**WHAT YOU NEED TO DO**: Leave out the pictures and retype all the entries below exactly.
** Opening DATA RECORDS block **
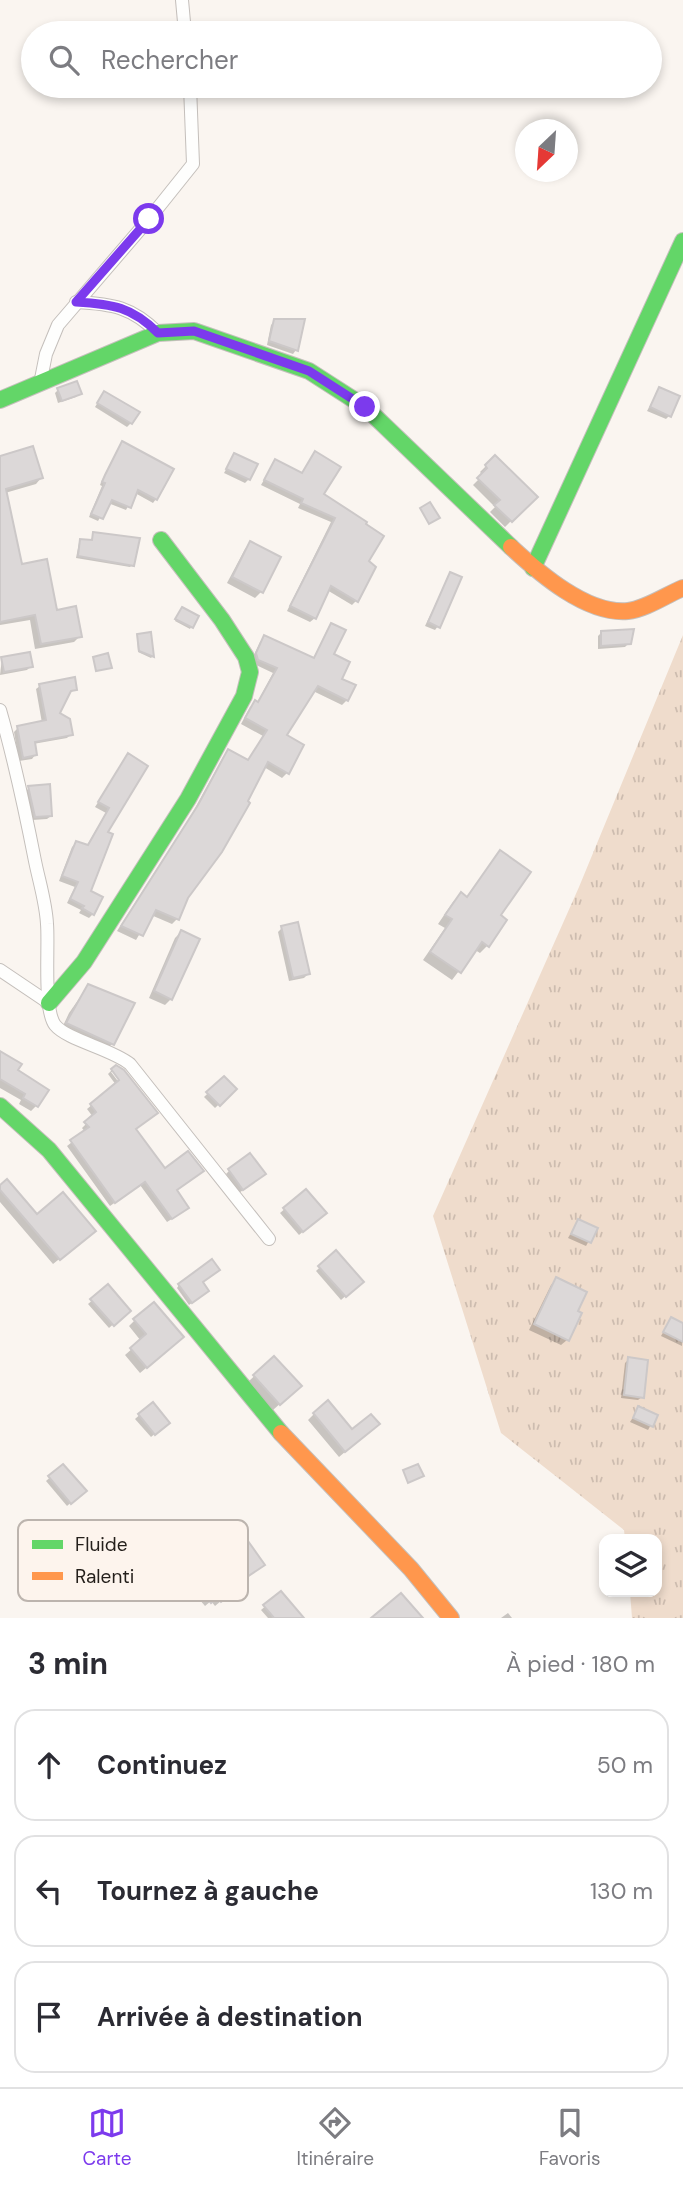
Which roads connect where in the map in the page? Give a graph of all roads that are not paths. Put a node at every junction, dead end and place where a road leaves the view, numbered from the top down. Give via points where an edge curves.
1 (182, 0) edge
2 (184, 21) edge
3 (190, 98) edge
4 (683, 241) edge
5 (76, 302) junction
6 (158, 333) junction
7 (40, 384) junction
8 (0, 400) edge
9 (161, 540) dead end
10 (533, 568) junction
11 (683, 588) edge
12 (0, 710) edge
13 (0, 970) edge
14 (48, 1003) junction
15 (0, 1106) edge
16 (269, 1239) dead end
17 (450, 1618) edge

1 - 2 street
3 - 5 street via 193,164
4 - 10 street
5 - 6 street via 100,303 141,316
5 - 7 street via 58,325
6 - 7 street
6 - 10 street via 194,331 309,371 365,407
7 - 8 street
9 - 14 street via 222,620 246,657 250,672 244,696 188,799 84,962
10 - 11 street via 593,604 628,611
12 - 14 street via 47,922
13 - 14 street
14 - 16 street via 57,1027 130,1064
15 - 17 street via 49,1150 279,1431 411,1569

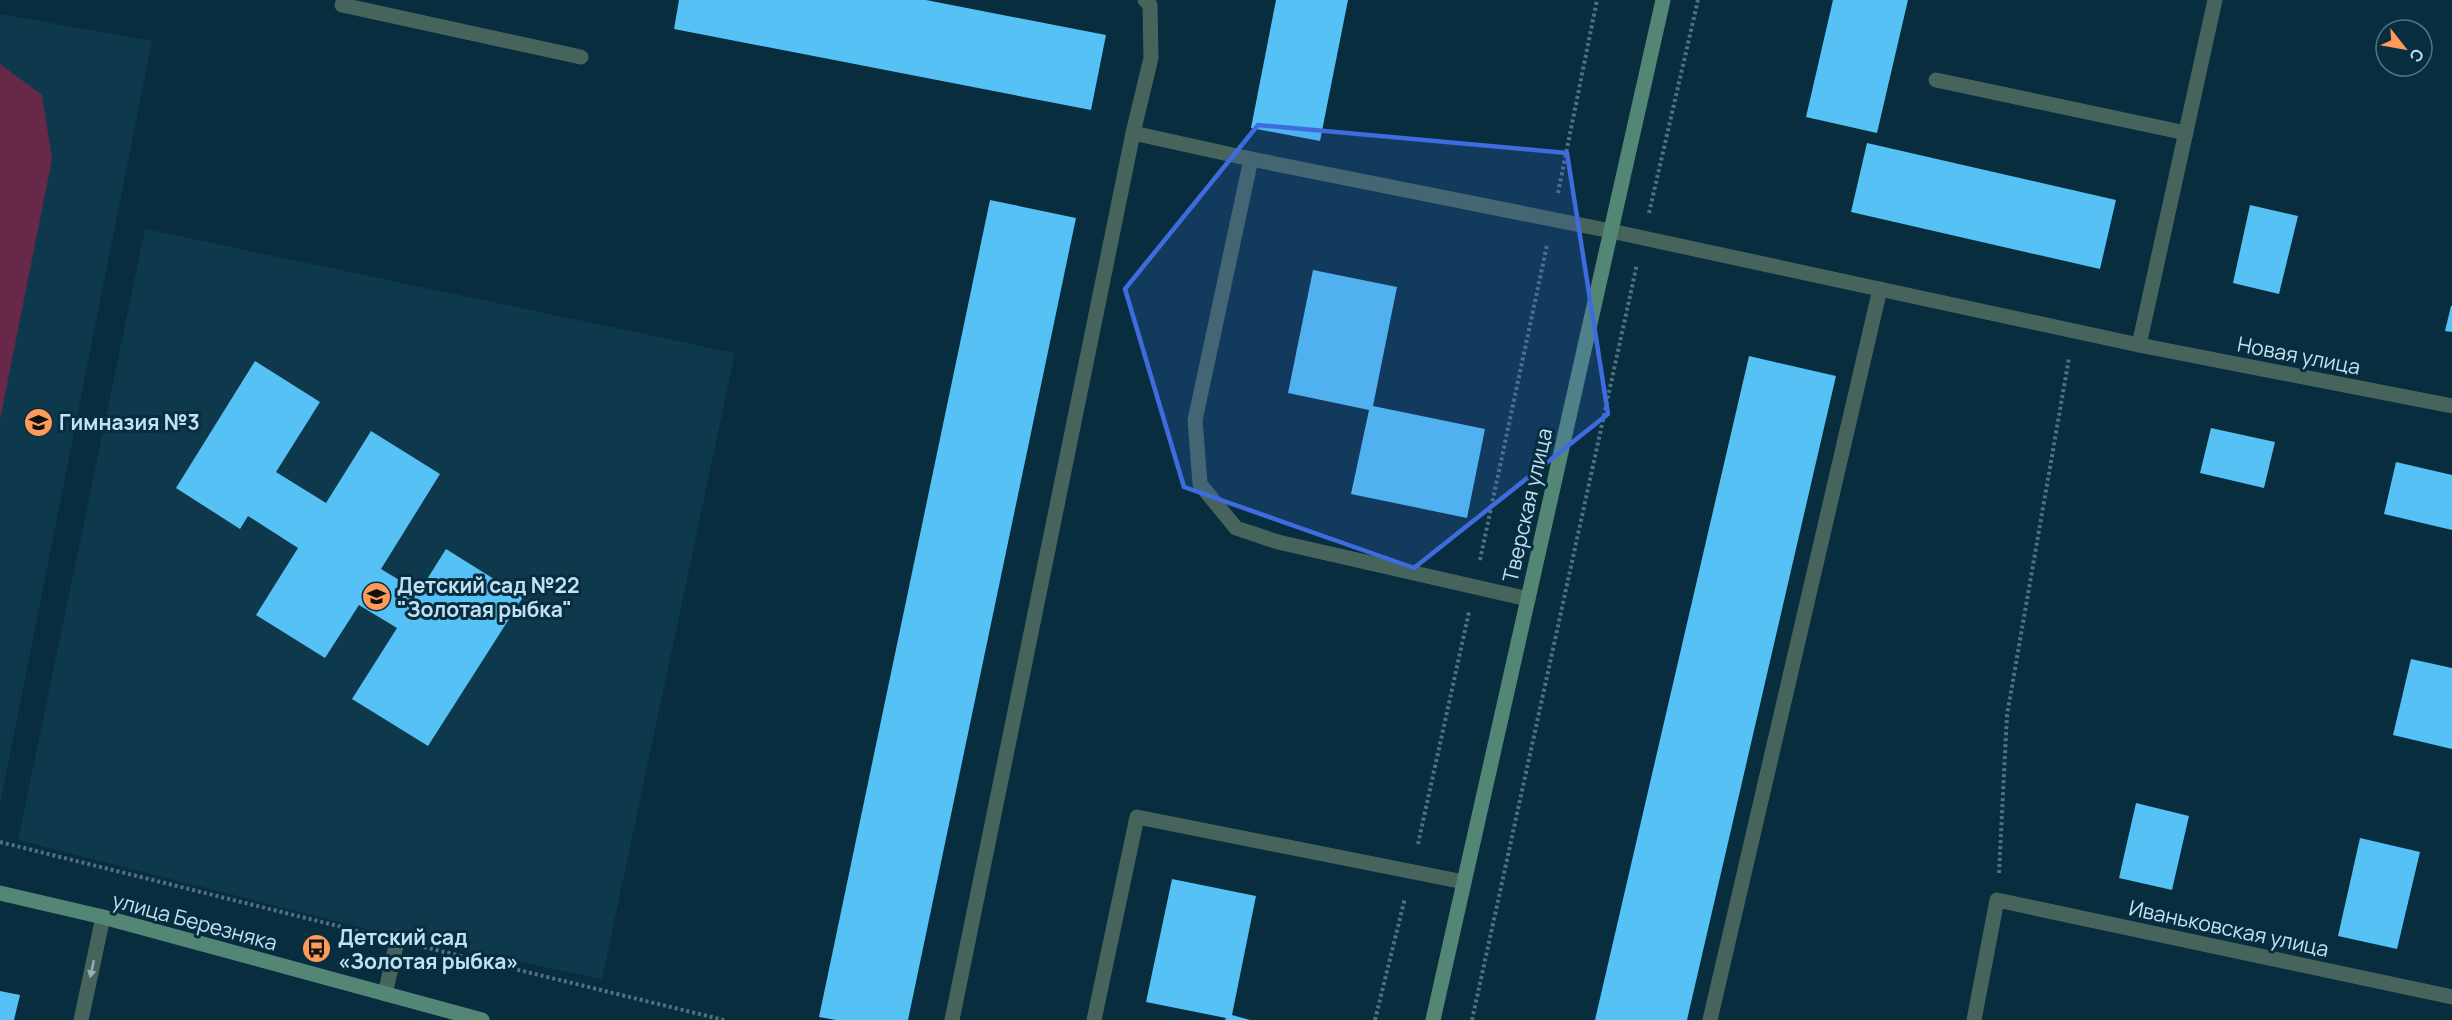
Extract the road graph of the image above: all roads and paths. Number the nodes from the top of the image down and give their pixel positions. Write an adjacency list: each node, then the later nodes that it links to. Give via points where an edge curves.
1 (344, 0): 7 (street, via 342,5)
2 (1144, 0): 9 (street, via 1150,5 1151,58)
3 (1597, 0): 12 (path)
4 (1663, 0): 13 (main road, Тверская улица)
5 (1698, 0): 14 (path)
6 (2215, 0): 10 (street)
7 (581, 57)
8 (1936, 80): 10 (street)
9 (1133, 133): 11 (street, Новая улица); 33 (street)
10 (2186, 133): 17 (street)
11 (1251, 159): 12 (street, Новая улица); 19 (street, via 1195,420 1200,484 1236,528 1278,542)
12 (1553, 220): 13 (street, Новая улица); 19 (path)
13 (1611, 231): 14 (street, Новая улица); 20 (main road, Тверская улица)
14 (1643, 238): 15 (street, Новая улица); 37 (path)
15 (1880, 289): 16 (street, Новая улица); 38 (street)
16 (2074, 331): 17 (street, Новая улица); 25 (path, via 2007,715)
17 (2139, 345): 18 (street, Новая улица)
18 (2452, 406)
19 (1475, 586): 20 (street); 22 (path)
20 (1527, 599): 23 (main road, Тверская улица)
21 (0, 842): 27 (path)
22 (1412, 872): 23 (street); 34 (street, via 1137,817); 35 (path)
23 (1464, 882): 36 (main road, Тверская улица)
24 (0, 893): 26 (main road, улица Березняка)
25 (1997, 900): 29 (street, Иваньковская улица); 39 (street)
26 (103, 917): 28 (main road, улица Березняка); 30 (street, one-way to 30)
27 (398, 938): 28 (street); 32 (path)
28 (385, 994): 31 (main road, улица Березняка)
29 (2452, 997)
30 (81, 1020)
31 (482, 1020)
32 (724, 1020)
33 (952, 1020)
34 (1094, 1020)
35 (1375, 1020)
36 (1433, 1020)
37 (1472, 1020)
38 (1710, 1020)
39 (1974, 1020)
** Closing DATA RECORDS block **
**OUTPUT OF THE EXERCISE**:
Which roads connect where in the map in the page? Give a graph of all roads that are not paths. Put a node at every junction, dead end and place where a road leaves the view, numbered from the top down. Give via points where an edge curves.
1 (182, 0) edge
2 (184, 21) edge
3 (190, 98) edge
4 (683, 241) edge
5 (76, 302) junction
6 (158, 333) junction
7 (40, 384) junction
8 (0, 400) edge
9 (161, 540) dead end
10 (533, 568) junction
11 (683, 588) edge
12 (0, 710) edge
13 (0, 970) edge
14 (48, 1003) junction
15 (0, 1106) edge
16 (269, 1239) dead end
17 (450, 1618) edge

1 - 2 street
3 - 5 street via 193,164
4 - 10 street
5 - 6 street via 100,303 141,316
5 - 7 street via 58,325
6 - 7 street
6 - 10 street via 194,331 309,371 365,407
7 - 8 street
9 - 14 street via 222,620 246,657 250,672 244,696 188,799 84,962
10 - 11 street via 593,604 628,611
12 - 14 street via 47,922
13 - 14 street
14 - 16 street via 57,1027 130,1064
15 - 17 street via 49,1150 279,1431 411,1569

Extract the road graph of the image above: all roads and paths. Number the nodes from the top of the image down and give their pixel positions. Write an adjacency list: each node, then the later nodes that it links to. Give via points where an edge curves.
1 (344, 0): 7 (street, via 342,5)
2 (1144, 0): 9 (street, via 1150,5 1151,58)
3 (1597, 0): 12 (path)
4 (1663, 0): 13 (main road, Тверская улица)
5 (1698, 0): 14 (path)
6 (2215, 0): 10 (street)
7 (581, 57)
8 (1936, 80): 10 (street)
9 (1133, 133): 11 (street, Новая улица); 33 (street)
10 (2186, 133): 17 (street)
11 (1251, 159): 12 (street, Новая улица); 19 (street, via 1195,420 1200,484 1236,528 1278,542)
12 (1553, 220): 13 (street, Новая улица); 19 (path)
13 (1611, 231): 14 (street, Новая улица); 20 (main road, Тверская улица)
14 (1643, 238): 15 (street, Новая улица); 37 (path)
15 (1880, 289): 16 (street, Новая улица); 38 (street)
16 (2074, 331): 17 (street, Новая улица); 25 (path, via 2007,715)
17 (2139, 345): 18 (street, Новая улица)
18 (2452, 406)
19 (1475, 586): 20 (street); 22 (path)
20 (1527, 599): 23 (main road, Тверская улица)
21 (0, 842): 27 (path)
22 (1412, 872): 23 (street); 34 (street, via 1137,817); 35 (path)
23 (1464, 882): 36 (main road, Тверская улица)
24 (0, 893): 26 (main road, улица Березняка)
25 (1997, 900): 29 (street, Иваньковская улица); 39 (street)
26 (103, 917): 28 (main road, улица Березняка); 30 (street, one-way to 30)
27 (398, 938): 28 (street); 32 (path)
28 (385, 994): 31 (main road, улица Березняка)
29 (2452, 997)
30 (81, 1020)
31 (482, 1020)
32 (724, 1020)
33 (952, 1020)
34 (1094, 1020)
35 (1375, 1020)
36 (1433, 1020)
37 (1472, 1020)
38 (1710, 1020)
39 (1974, 1020)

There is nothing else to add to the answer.